The data is encoded with an encrypted key but one important limitation is range. The longest distance over which an encrypted key can be sent is approximately 100 kilometers but new technology developed by researchers increases 30-fold the amount of time the memory can hold information, which means that a series of quantum repeaters, arrayed like Christmas lights on a string, could reach distances in excess of 1,000 kilometers.
A quantum repeater is similar to a transformer on a traditional power line but instead of converting electricity, it regenerates a communication signal to prevent it from degrading over distance. It contains two banks of memory, one to receive an entangled message and a second line to copy it. Alex Kuzmich and colleagues from the Georgia Institute of Technology have built a critical component of the quantum repeater, necessary to allow quantum communications such as the encryption keys to be relayed over larger distances - and using traditional cables.

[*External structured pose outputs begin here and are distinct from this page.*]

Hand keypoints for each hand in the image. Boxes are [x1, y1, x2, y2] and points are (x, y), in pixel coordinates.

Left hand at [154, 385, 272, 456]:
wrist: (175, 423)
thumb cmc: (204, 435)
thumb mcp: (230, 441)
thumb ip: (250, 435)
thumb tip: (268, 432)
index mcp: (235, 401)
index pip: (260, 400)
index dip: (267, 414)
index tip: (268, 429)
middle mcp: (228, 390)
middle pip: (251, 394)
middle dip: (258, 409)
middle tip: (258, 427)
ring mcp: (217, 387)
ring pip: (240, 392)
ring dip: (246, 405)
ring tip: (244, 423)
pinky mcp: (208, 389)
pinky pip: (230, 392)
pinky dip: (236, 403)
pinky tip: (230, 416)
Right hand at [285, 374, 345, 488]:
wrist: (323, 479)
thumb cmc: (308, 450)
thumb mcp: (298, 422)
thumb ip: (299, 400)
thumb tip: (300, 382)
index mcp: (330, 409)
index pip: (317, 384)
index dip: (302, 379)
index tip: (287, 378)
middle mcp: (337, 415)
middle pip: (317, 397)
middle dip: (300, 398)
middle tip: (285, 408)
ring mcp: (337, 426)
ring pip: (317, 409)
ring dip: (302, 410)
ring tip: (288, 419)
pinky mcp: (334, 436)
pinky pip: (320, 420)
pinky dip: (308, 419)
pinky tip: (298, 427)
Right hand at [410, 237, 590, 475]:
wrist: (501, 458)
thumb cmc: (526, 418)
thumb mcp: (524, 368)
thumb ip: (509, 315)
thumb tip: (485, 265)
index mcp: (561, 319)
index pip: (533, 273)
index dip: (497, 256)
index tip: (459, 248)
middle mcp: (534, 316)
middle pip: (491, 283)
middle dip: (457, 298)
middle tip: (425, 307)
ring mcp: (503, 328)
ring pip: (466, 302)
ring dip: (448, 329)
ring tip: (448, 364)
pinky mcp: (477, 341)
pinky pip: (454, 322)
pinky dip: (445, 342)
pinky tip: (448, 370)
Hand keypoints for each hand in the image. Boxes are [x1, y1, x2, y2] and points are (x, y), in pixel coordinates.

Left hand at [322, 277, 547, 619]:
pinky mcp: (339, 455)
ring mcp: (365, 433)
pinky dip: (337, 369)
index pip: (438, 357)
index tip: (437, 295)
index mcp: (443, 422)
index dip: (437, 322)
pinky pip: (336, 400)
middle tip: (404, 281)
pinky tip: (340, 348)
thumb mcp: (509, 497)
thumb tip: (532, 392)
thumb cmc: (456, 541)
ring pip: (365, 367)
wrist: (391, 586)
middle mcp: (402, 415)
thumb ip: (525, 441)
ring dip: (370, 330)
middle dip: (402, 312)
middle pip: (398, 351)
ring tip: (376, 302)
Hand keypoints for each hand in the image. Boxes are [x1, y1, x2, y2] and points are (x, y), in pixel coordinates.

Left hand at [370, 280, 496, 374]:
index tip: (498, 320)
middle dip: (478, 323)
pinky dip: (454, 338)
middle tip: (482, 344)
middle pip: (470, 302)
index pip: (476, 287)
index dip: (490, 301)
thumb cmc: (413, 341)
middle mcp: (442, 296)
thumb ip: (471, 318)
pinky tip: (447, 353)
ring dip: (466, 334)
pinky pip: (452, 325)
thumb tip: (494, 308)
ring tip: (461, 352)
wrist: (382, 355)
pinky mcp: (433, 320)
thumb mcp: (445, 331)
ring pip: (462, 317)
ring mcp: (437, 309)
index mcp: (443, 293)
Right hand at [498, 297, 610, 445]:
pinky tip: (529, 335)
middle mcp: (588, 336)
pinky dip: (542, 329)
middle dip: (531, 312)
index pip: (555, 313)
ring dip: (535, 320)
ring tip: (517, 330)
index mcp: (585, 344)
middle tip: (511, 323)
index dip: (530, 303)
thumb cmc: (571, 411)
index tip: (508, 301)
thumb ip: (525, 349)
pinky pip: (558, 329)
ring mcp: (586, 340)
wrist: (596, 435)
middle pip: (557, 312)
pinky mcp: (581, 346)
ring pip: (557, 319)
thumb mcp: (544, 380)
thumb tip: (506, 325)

"This is another significant step toward improving quantum information systems based on neutral atoms. For quantum repeaters, most of the basic steps have now been made, but achieving the final benchmarks required for an operating system will require intensive optical engineering efforts," says Kuzmich.
Their device also converts the photons used in quantum devices from an infrared wavelength of 795 nm to a wavelength of 1,367 nm. This wavelength is used in traditional telecommunications lines, so the new device could someday plug into existing fiber optic cables.
"In order to preserve the quantum entanglement, we perform conversion at very high efficiency and with low noise," says Alexander Radnaev, who also works on this project at Georgia Tech.
They will describe this device this week at the Optical Society's (OSA) 94th annual meeting, Frontiers in Optics (FiO) 2010, at the Rochester Riverside Convention Center in Rochester, N.Y., Oct. 24-28.